Ihren internationalen Durchbruch erlebte sie im Winter 1891/92 in St. Petersburg. Dort saß der Schauspieler Josef Kainz im Publikum, der sie ans Berliner Lessing-Theater holte. Auch im Wiener Carl-Theater trat sie als Kameliendame auf. „Am ersten Abend spielte sie vor leerem Hause, den nächsten Tag war sie weltberühmt“, schrieb der österreichische Theaterwissenschaftler Heinz Kindermann.

Inzwischen hatte die Duse, wie die Bernhardt, ihre eigene Truppe gegründet, mit ihrem Kollegen Flavio Ando, den sie auf ihrer ersten Tournee 1885 in Südamerika kennengelernt hatte. Für ihn verließ sie ihren Ehemann „Checci“ , den Vater ihrer Tochter Enricetta. Ein Freund und Geliebter von Dauer war außerdem Guiseppe Verdis Librettist Arrigo Boito, ihr „Heiliger, den sie nicht heiraten konnte“.

Aber dann kam D’Annunzio und mit ihm der Liebesrausch. Nur seine Stücke spielte sie fortan – bis zur Ernüchterung und dem Betrug. Die Schauspielerin verfiel in Depressionen. Immerhin widmete der Untreue ihr seine Liebestragödien „La Gioconda“ und „Francesca da Rimini“.

Ibsens Dramen, etwa „Rosmersholm“, wurden ihr zur Fluchtburg. Nach ihrer Welttournee 1908/09 zog sie sich auf dem Gipfel ihres Ruhms zurück. Sie war lungenkrank, wie ihre Mutter, die an Tuberkulose gestorben war. Beim beginnenden Stummfilm Fuß zu fassen, gelang ihr nicht. Mit Ibsens Stück „Die Frau vom Meer“ kehrte sie aus finanzieller Not 1921 auf die Bühne zurück. Auf ihrer letzten Amerika-Tournee brach sie nach einem Auftritt in Pittsburgh/Pennsylvania zusammen und starb am 21. April 1924 in einem Hotel.

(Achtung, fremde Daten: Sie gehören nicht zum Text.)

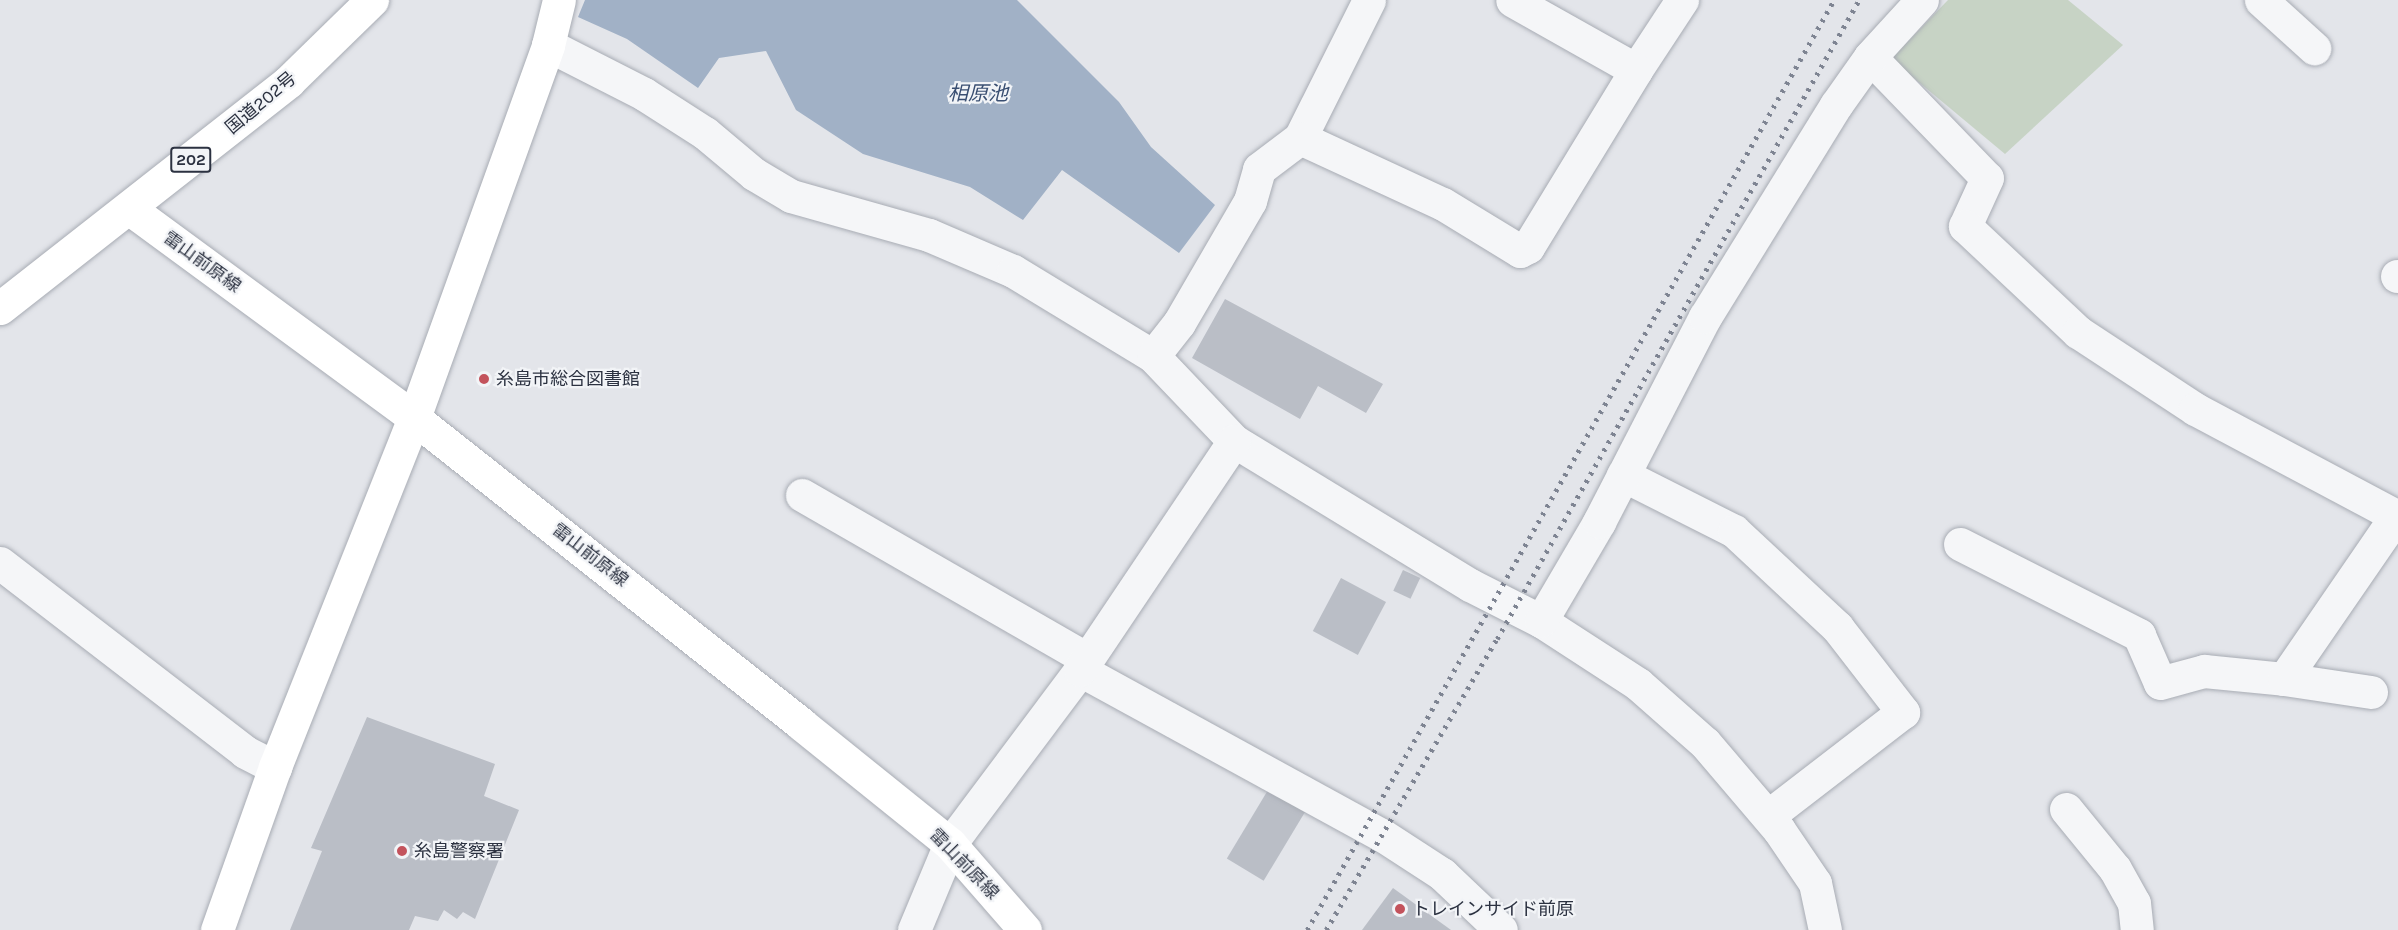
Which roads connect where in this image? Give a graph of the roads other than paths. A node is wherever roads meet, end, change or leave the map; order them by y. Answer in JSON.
{"nodes":[{"id":1,"x":372,"y":0,"type":"edge"},
{"id":2,"x":559,"y":0,"type":"edge"},
{"id":3,"x":1369,"y":0,"type":"edge"},
{"id":4,"x":1512,"y":0,"type":"edge"},
{"id":5,"x":1682,"y":0,"type":"edge"},
{"id":6,"x":1922,"y":0,"type":"edge"},
{"id":7,"x":2261,"y":0,"type":"edge"},
{"id":8,"x":548,"y":45,"type":"junction"},
{"id":9,"x":2314,"y":48,"type":"dead end"},
{"id":10,"x":1870,"y":57,"type":"junction"},
{"id":11,"x":1636,"y":70,"type":"junction"},
{"id":12,"x":1300,"y":138,"type":"junction"},
{"id":13,"x":130,"y":209,"type":"junction"},
{"id":14,"x":0,"y":308,"type":"edge"},
{"id":15,"x":1153,"y":356,"type":"junction"},
{"id":16,"x":414,"y":418,"type":"junction"},
{"id":17,"x":1234,"y":441,"type":"junction"},
{"id":18,"x":1623,"y":475,"type":"junction"},
{"id":19,"x":802,"y":495,"type":"dead end"},
{"id":20,"x":2397,"y":516,"type":"edge"},
{"id":21,"x":1960,"y":544,"type":"dead end"},
{"id":22,"x":0,"y":563,"type":"edge"},
{"id":23,"x":1541,"y":621,"type":"junction"},
{"id":24,"x":1084,"y":664,"type":"junction"},
{"id":25,"x":2284,"y":679,"type":"junction"},
{"id":26,"x":2371,"y":692,"type":"dead end"},
{"id":27,"x":275,"y":767,"type":"junction"},
{"id":28,"x":2066,"y":808,"type":"dead end"},
{"id":29,"x":1768,"y":816,"type":"junction"},
{"id":30,"x":950,"y":844,"type":"junction"},
{"id":31,"x":218,"y":930,"type":"edge"},
{"id":32,"x":914,"y":930,"type":"edge"},
{"id":33,"x":1025,"y":930,"type":"edge"},
{"id":34,"x":1501,"y":930,"type":"edge"},
{"id":35,"x":1825,"y":930,"type":"edge"},
{"id":36,"x":2137,"y":930,"type":"edge"}],
"edges":[{"from":1,"to":13,"type":"main road","name":"国道202号","number":"202"},
{"from":2,"to":8,"type":"main road"},
{"from":3,"to":12,"type":"street"},
{"from":4,"to":11,"type":"street"},
{"from":5,"to":11,"type":"street"},
{"from":6,"to":10,"type":"street"},
{"from":7,"to":9,"type":"street"},
{"from":8,"to":15,"type":"street"},
{"from":8,"to":16,"type":"main road"},
{"from":10,"to":18,"type":"street"},
{"from":10,"to":20,"type":"street"},
{"from":11,"to":12,"type":"street"},
{"from":12,"to":15,"type":"street"},
{"from":13,"to":14,"type":"main road","name":"国道202号","number":"202"},
{"from":13,"to":16,"type":"main road","name":"雷山前原線"},
{"from":15,"to":17,"type":"street"},
{"from":16,"to":27,"type":"main road"},
{"from":16,"to":30,"type":"main road","name":"雷山前原線"},
{"from":17,"to":23,"type":"street"},
{"from":17,"to":24,"type":"street"},
{"from":18,"to":23,"type":"street"},
{"from":18,"to":29,"type":"street"},
{"from":19,"to":24,"type":"street"},
{"from":20,"to":25,"type":"street"},
{"from":21,"to":25,"type":"street"},
{"from":22,"to":27,"type":"street"},
{"from":23,"to":29,"type":"street"},
{"from":24,"to":30,"type":"street"},
{"from":24,"to":34,"type":"street"},
{"from":25,"to":26,"type":"street"},
{"from":27,"to":31,"type":"main road"},
{"from":28,"to":36,"type":"street"},
{"from":29,"to":35,"type":"street"},
{"from":30,"to":32,"type":"street"},
{"from":30,"to":33,"type":"main road","name":"雷山前原線"}]}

Per Schiff wurde ihr Leichnam nach Italien überführt und auf dem Friedhof von Asolo/Venetien beerdigt wo sie ihren Landsitz hatte. Tausende säumten den Trauerzug. In Erinnerung bleibt sie als Wegbereiterin des modernen realistischen Theaters, das allein der verinnerlichten Rolle und dem Körperausdruck vertraut.